Il Tribunale con sentenza 7.2.2002 respinse tutte le domande, principale e subordinata, le prime per rinunzia alle pretese e quella avanzata nei riguardi del D.L. per difetto di legittimazione. Il C. ha quindi proposto appello e si sono costituiti il Comune e lo I. chiedendone la reiezione.

La Corte di Appello di Roma con sentenza 24.1.2005 ha rigettato l’appello affermando: che risolto l’appalto con delibera 31.5.1994 per mancata approvazione e sottomissione a variante, l’Impresa C. si indusse poi a sottoscrivere l’atto del 28.2.1995 con il quale accettava, in particolare all’art. 1, le opere come progettate a seguito della perizia di variante chiesta dalla Sopraintendenza e rinunziava a pretese per compensi correlati ai lavori relativi a quell’atto (che comportava un aumento di ammontare pari a lire 17.724.932 e per un totale di lire 319.109.712), che da tanto correttamente era desumibile una rinunzia ad ogni diverso compenso, che le riserve di cui ai SAL 2 e 3 del 1995 non potevano ritenersi afferire ad opere diverse da quelle previste nella variante non avendo l’Impresa indicato quali diversi lavori rispetto a quelli previsti in variante sarebbero stati eseguiti, che al proposito non era esperibile una CTU, che inoltre andava rilevato che le riserve in questione non erano state inserite nel 4 SAL nè in sede di collaudo finale, che conseguentemente restavano assorbite le altre domande.

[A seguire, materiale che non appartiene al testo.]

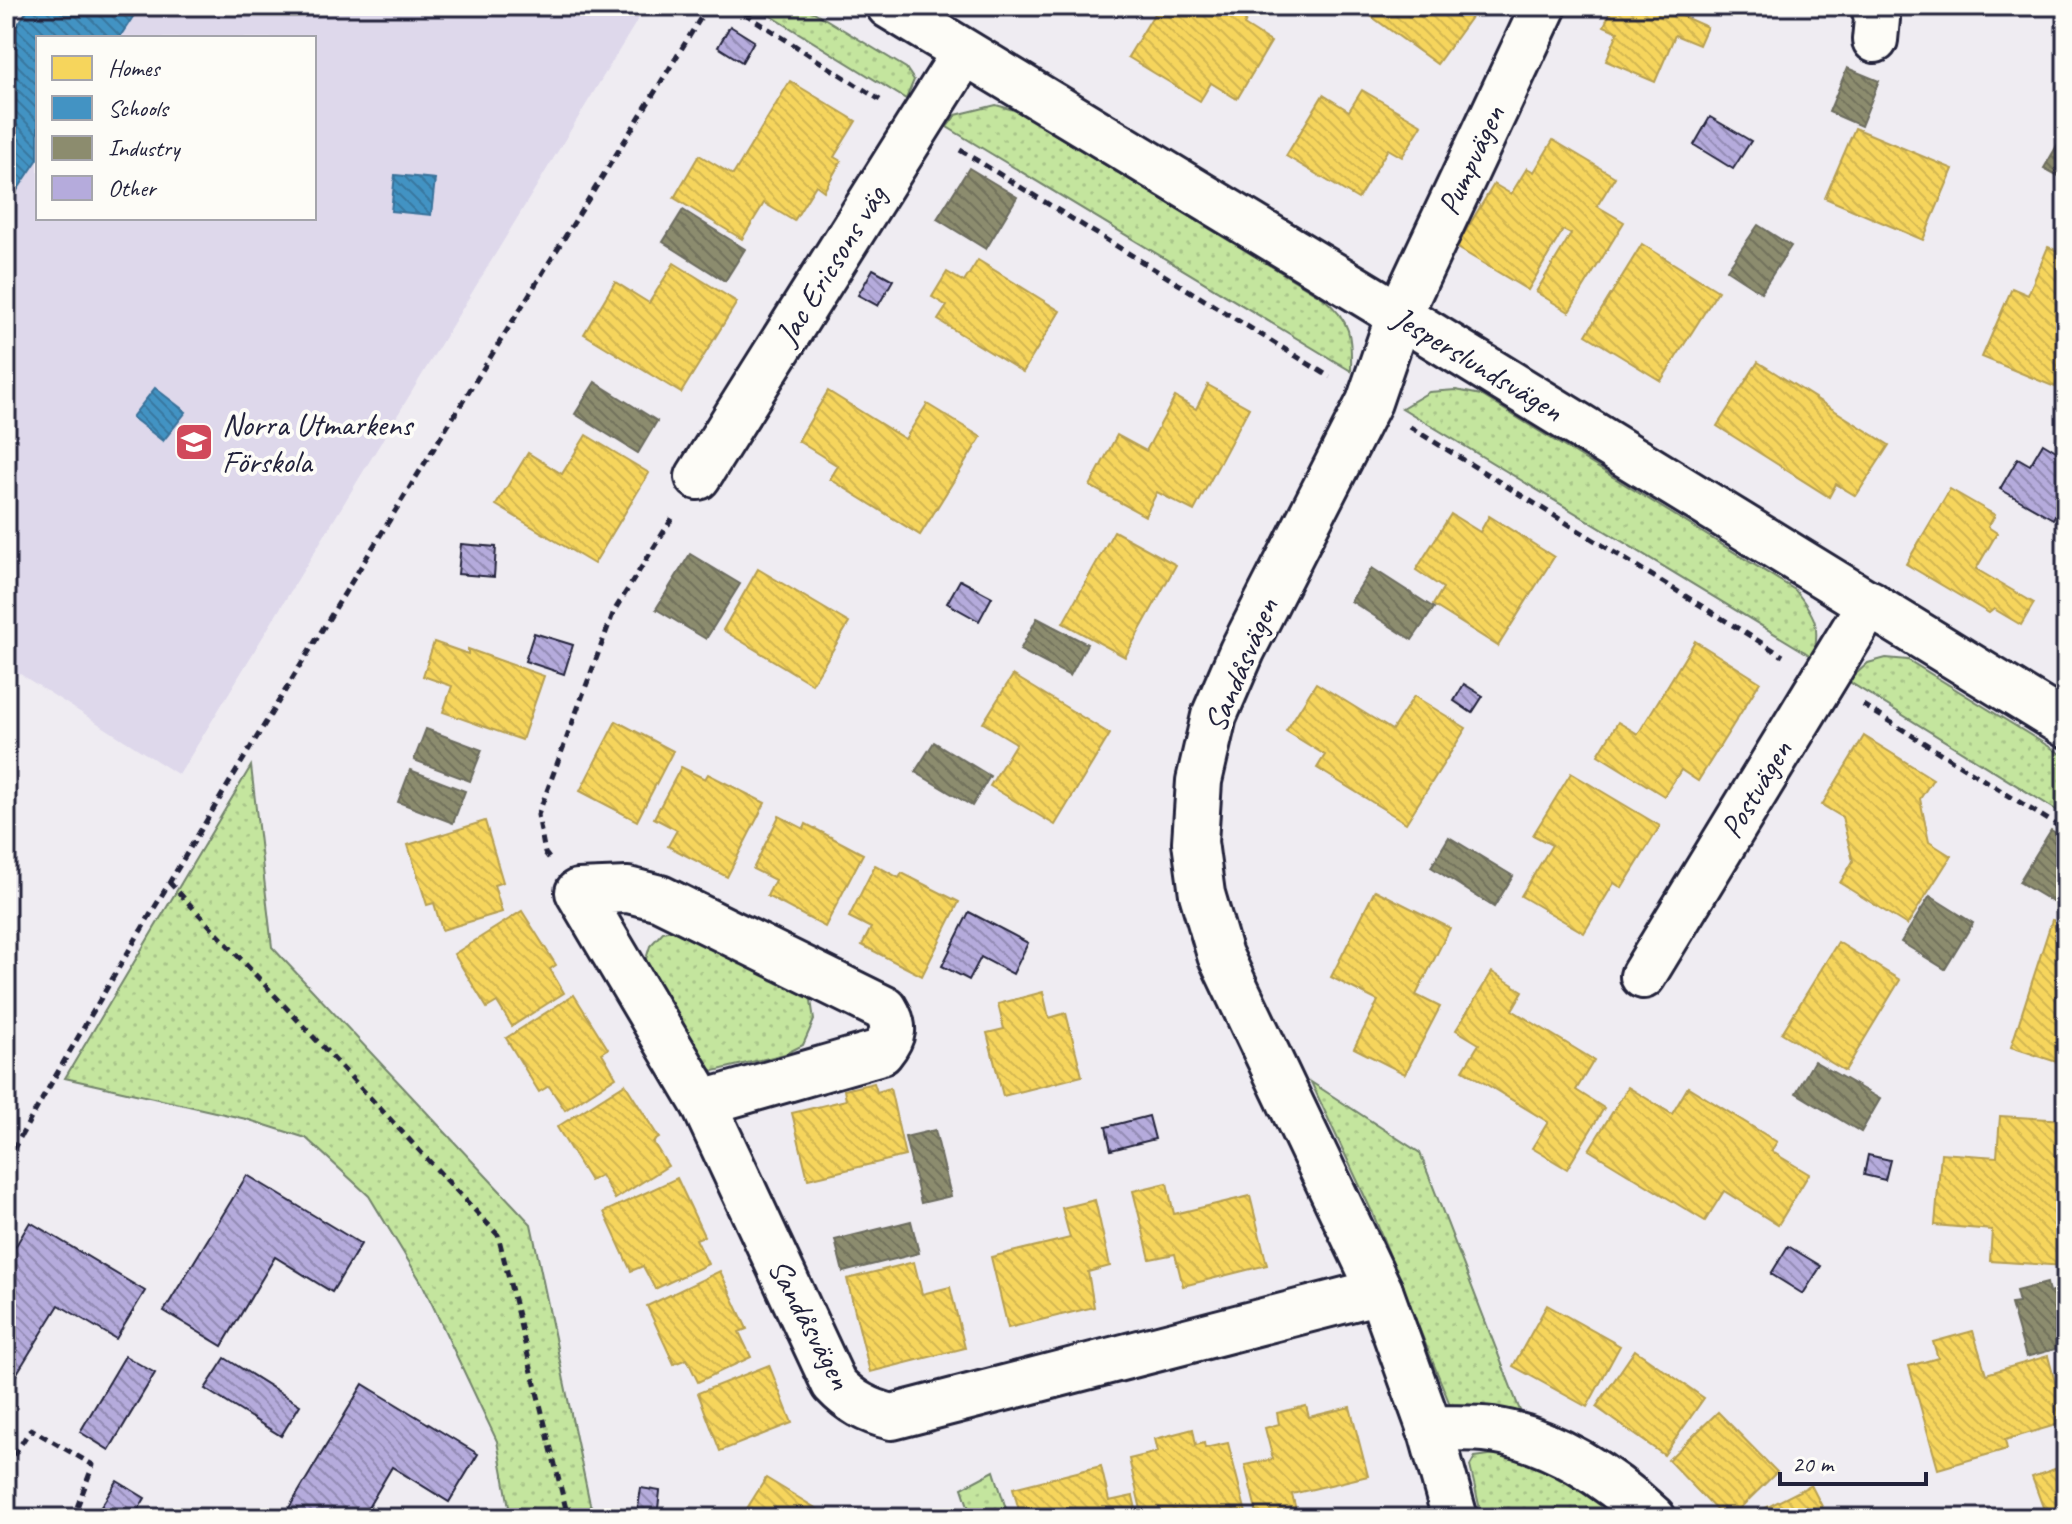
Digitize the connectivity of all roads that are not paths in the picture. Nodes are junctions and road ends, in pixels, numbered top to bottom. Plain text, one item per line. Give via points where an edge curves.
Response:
1 (889, 6) edge
2 (1544, 6) edge
3 (964, 53) junction
4 (1399, 315) junction
5 (698, 477) road end
6 (1870, 603) junction
7 (2066, 725) edge
8 (1643, 976) dead end
9 (703, 1103) junction
10 (1380, 1291) junction
11 (1429, 1428) junction
12 (1455, 1518) edge
13 (1653, 1518) edge

1 - 3 street, Jesperslundsvägen
2 - 4 street, Pumpvägen
3 - 4 street, Jesperslundsvägen
3 - 5 street, Jac Ericsons väg
4 - 6 street, Jesperslundsvägen
4 - 10 street, Sandåsvägen via 1369,402 1214,716 1199,781 1195,842 1202,894 1220,955
6 - 7 street, Jesperslundsvägen
6 - 8 street, Postvägen
9 - 9 street, Sandåsvägen via 578,892 628,890 660,898 885,1009 892,1021 891,1039 881,1052
9 - 10 street, Sandåsvägen via 834,1384 869,1412 892,1417
10 - 11 street, Sandåsvägen
11 - 12 street, Sandåsvägen
11 - 13 street via 1491,1430 1533,1441 1620,1489

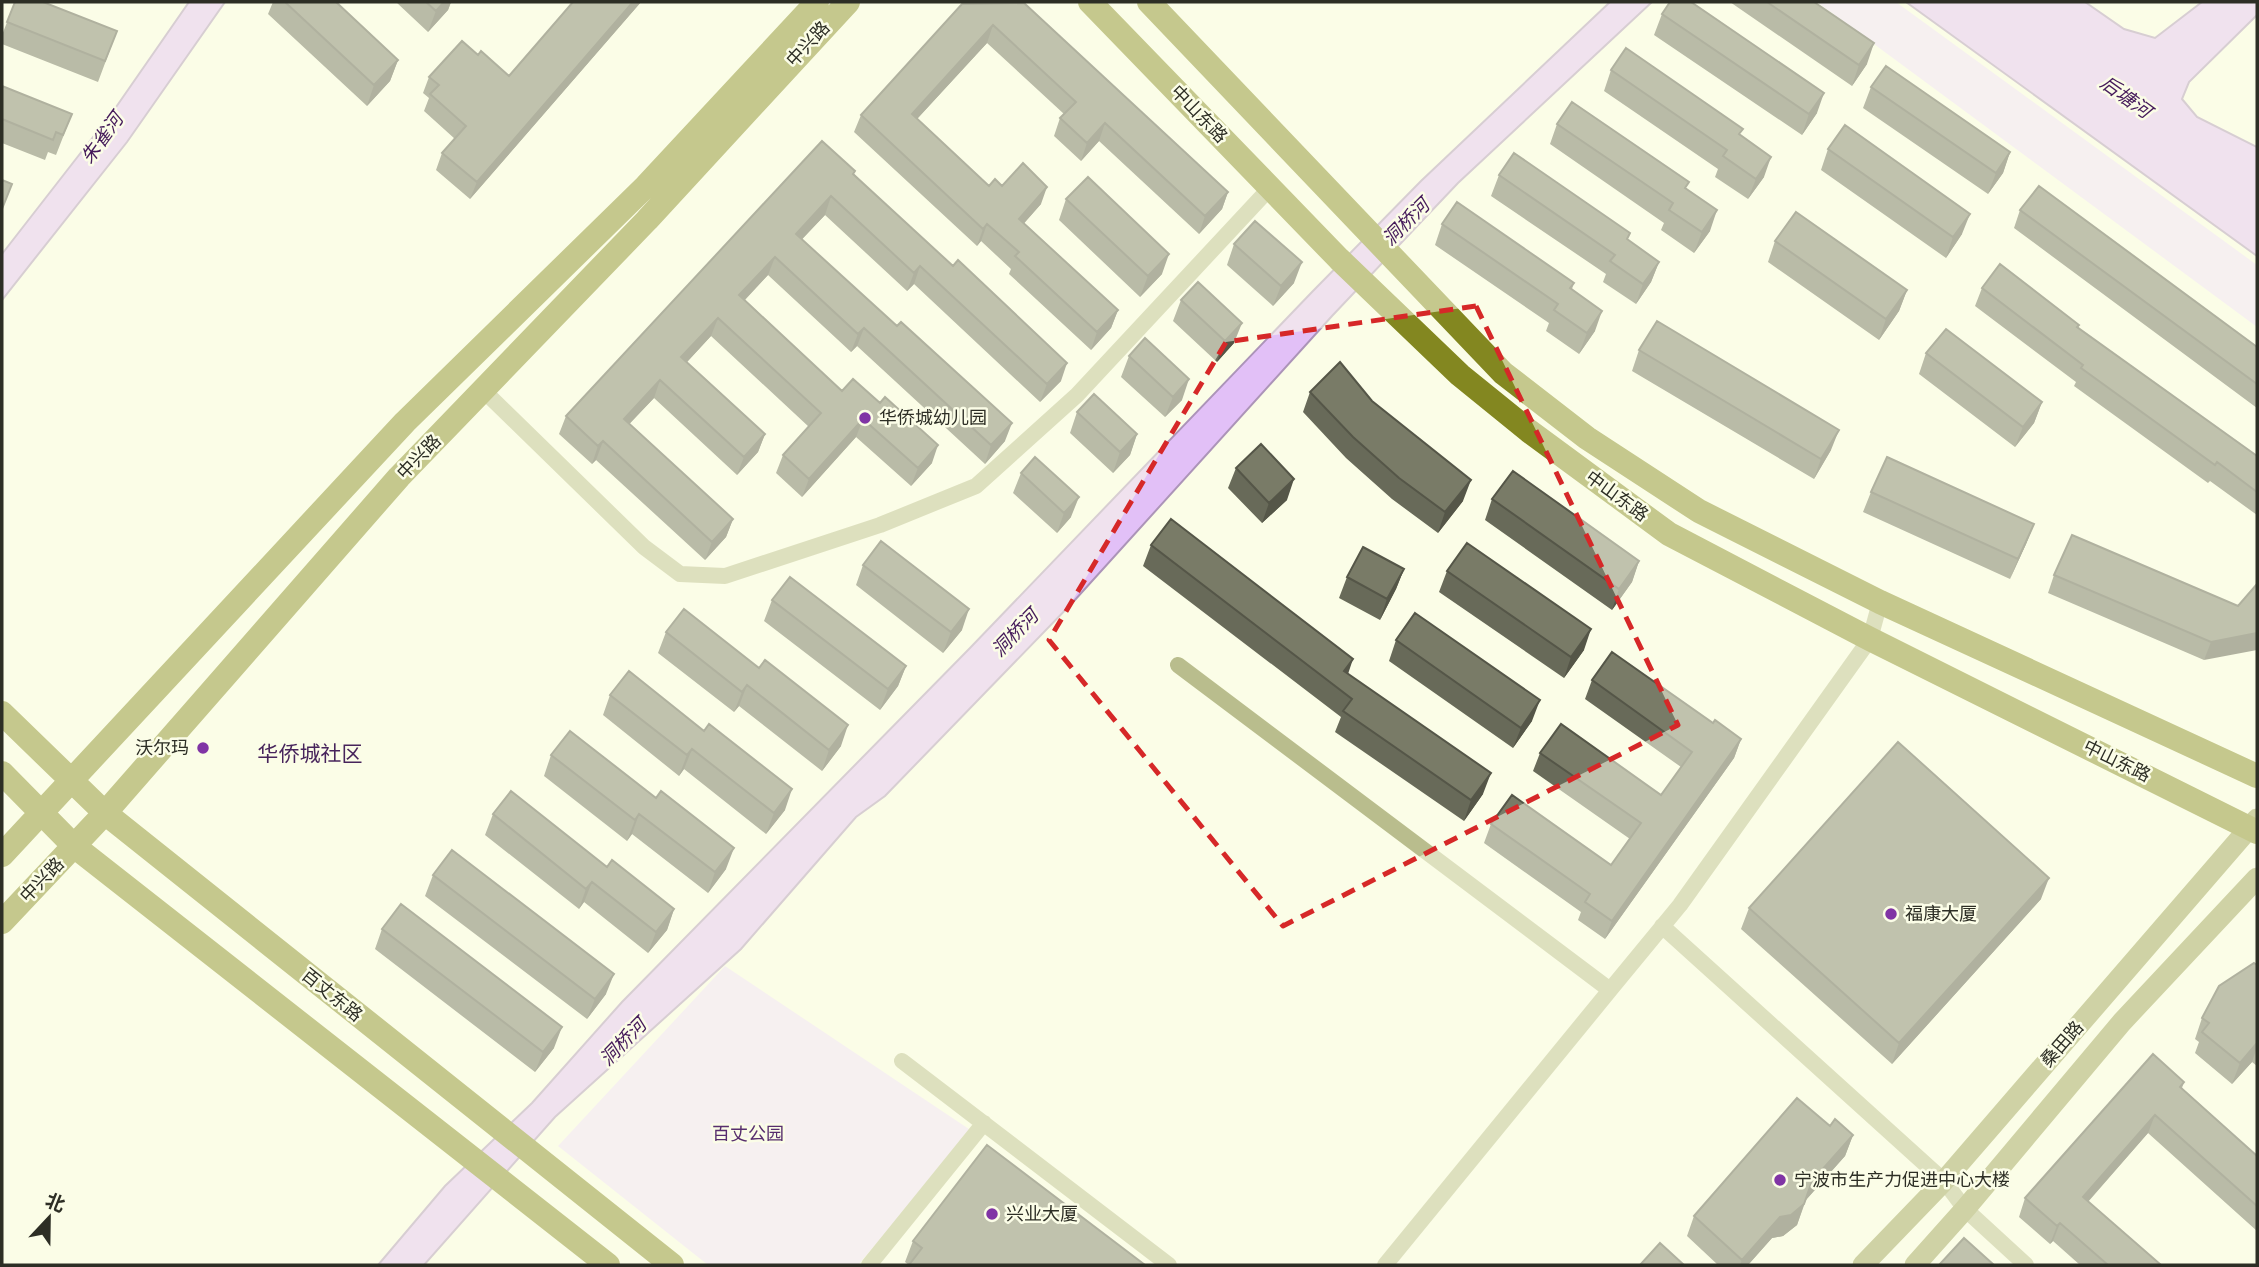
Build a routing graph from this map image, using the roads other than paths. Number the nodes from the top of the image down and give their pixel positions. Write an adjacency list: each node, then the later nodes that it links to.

Per la cassazione di tale sentenza C.G. quale rappresentante della omonima ditta ha proposto ricorso in data 8.2.2006 affidato ad otto motivi, ai quali si sono opposti lo I. ed il Comune di Arpino con controricorsi del 15 e 20.3.2006. I controricorrenti hanno depositato memorie finali.
Motivi della decisione

Ritiene il Collegio che, non essendo condivisibili le censure proposte, il ricorso del C. vada rigettato.

Primo motivo: esso censura per vizio di motivazione la interpretazione data all’atto di sottomissione 28.2.1995 che, ad avviso del C., non poteva che riguardare la rinunzia a riserva o richiesta per i lavori aggiuntivi – oggetto della variante approvata – che si andavano ad accettare e non certo per l’intero compendio dei lavori aggiudicati. Ad avviso del Collegio non è condivisibile i tentativo del ricorrente di contestare una valutazione fatta dal giudice del merito che si è basata sulla lettura complessiva dell’atto, sulla lettura del comportamento anteriore (la sospensione e la risoluzione "ante" variante"), sul necessario collegamento con l’intero complesso di lavori della sottomissione, sostituendola con la propria interpretazione. Nè sussistono contraddizioni – nella assai sintetica motivazione della impugnata sentenza – che inficino la logica del decisum finale, che è stato quello di condividere l’argomentazione complessiva del primo giudice ritenendo non accoglibile la proposta interpretativa del C. di limitare l’effetto abdicativo ai soli lavori oggetto della accettata perizia di variante.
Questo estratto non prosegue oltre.